2014 yılında UTİKAD tarafından İstanbul’da, ‘Lojistikte Sürdürülebilir Büyüme’ mottosuyla düzenlenen 52. FIATA Dünya Kongresi’nde UTİKAD tarafından oluşturulan ve ilk kez tanıtılan Sürdürülebilir Lojistik Sertifikası, UTİKAD’ın sektörün sürdürülebilirliğine atfettiği önemin mutlak işaretçilerinden biridir.

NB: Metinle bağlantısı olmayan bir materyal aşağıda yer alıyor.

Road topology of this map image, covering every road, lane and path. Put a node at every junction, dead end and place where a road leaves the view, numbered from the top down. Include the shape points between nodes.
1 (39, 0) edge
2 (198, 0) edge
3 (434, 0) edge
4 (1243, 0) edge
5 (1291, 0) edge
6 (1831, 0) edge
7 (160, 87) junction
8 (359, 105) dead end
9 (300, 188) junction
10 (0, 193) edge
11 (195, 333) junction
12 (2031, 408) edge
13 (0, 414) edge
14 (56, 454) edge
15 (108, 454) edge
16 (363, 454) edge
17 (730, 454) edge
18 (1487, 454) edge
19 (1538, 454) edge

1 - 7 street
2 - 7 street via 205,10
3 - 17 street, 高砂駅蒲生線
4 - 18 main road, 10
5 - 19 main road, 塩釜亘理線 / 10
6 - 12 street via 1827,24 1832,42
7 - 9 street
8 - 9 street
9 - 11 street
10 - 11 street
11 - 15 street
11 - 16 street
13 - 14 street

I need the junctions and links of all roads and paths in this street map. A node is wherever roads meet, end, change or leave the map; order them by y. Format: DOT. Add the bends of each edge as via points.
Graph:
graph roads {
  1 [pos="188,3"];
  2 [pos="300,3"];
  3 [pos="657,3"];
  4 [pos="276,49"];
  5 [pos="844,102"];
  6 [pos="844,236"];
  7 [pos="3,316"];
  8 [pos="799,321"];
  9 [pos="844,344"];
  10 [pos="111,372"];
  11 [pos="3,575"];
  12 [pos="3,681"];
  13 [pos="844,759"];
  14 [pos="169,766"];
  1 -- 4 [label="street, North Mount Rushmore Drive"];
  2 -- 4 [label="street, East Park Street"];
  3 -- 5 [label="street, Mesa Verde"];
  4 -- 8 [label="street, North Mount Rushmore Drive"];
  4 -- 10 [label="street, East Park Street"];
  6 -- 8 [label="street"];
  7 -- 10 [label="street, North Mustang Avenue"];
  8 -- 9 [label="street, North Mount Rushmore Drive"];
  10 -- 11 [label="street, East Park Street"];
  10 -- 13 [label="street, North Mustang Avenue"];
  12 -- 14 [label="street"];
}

Sertifika kapsamında sürdürülebilirlik sadece iklim değişikliğine indirgenmeyerek, çalışan haklarından müşteri memnuniyet sistemine kadar geniş bir perspektifte lojistik sektöründe faaliyet gösteren firmaların sürdürülebilirliğine bütünsel bir yaklaşım geliştirildi. UTİKAD, Sürdürülebilir Lojistik Sertifikası girişimi ile 2018’de gerçekleşen V. İstanbul Karbon Zirvesi kapsamında karbon ayak izini azaltarak iklim değişikliği ile mücadeleye destek olan kuruluşlara verilen Düşük Karbon Kahramanı Ödülü’nü aldı.
Eğitim çalışmalarınız da var. Siz bu çalışmalar konusunda ne gibi yenilikler düşünüyorsunuz?
UTİKAD olarak eğitim her zaman gündemimizde olan en önemli konularımızdan biri olduğu için eğitim projelerimiz devam ediyor. Eğitim çalışmalarına devam eden UTİKAD Akademi markasının bilinirliğinin arttırılması, FIATA Diploma Eğitiminin çevrimiçi olarak düzenlenmesi için FIATA’dan akreditasyon alınması gibi çalışmalarımız devam ediyor.
Not: Bu röportaj Deniz Endüstri dergimizin Eylül-Ekim 2021 - 80. sayısında yayımlanmıştır.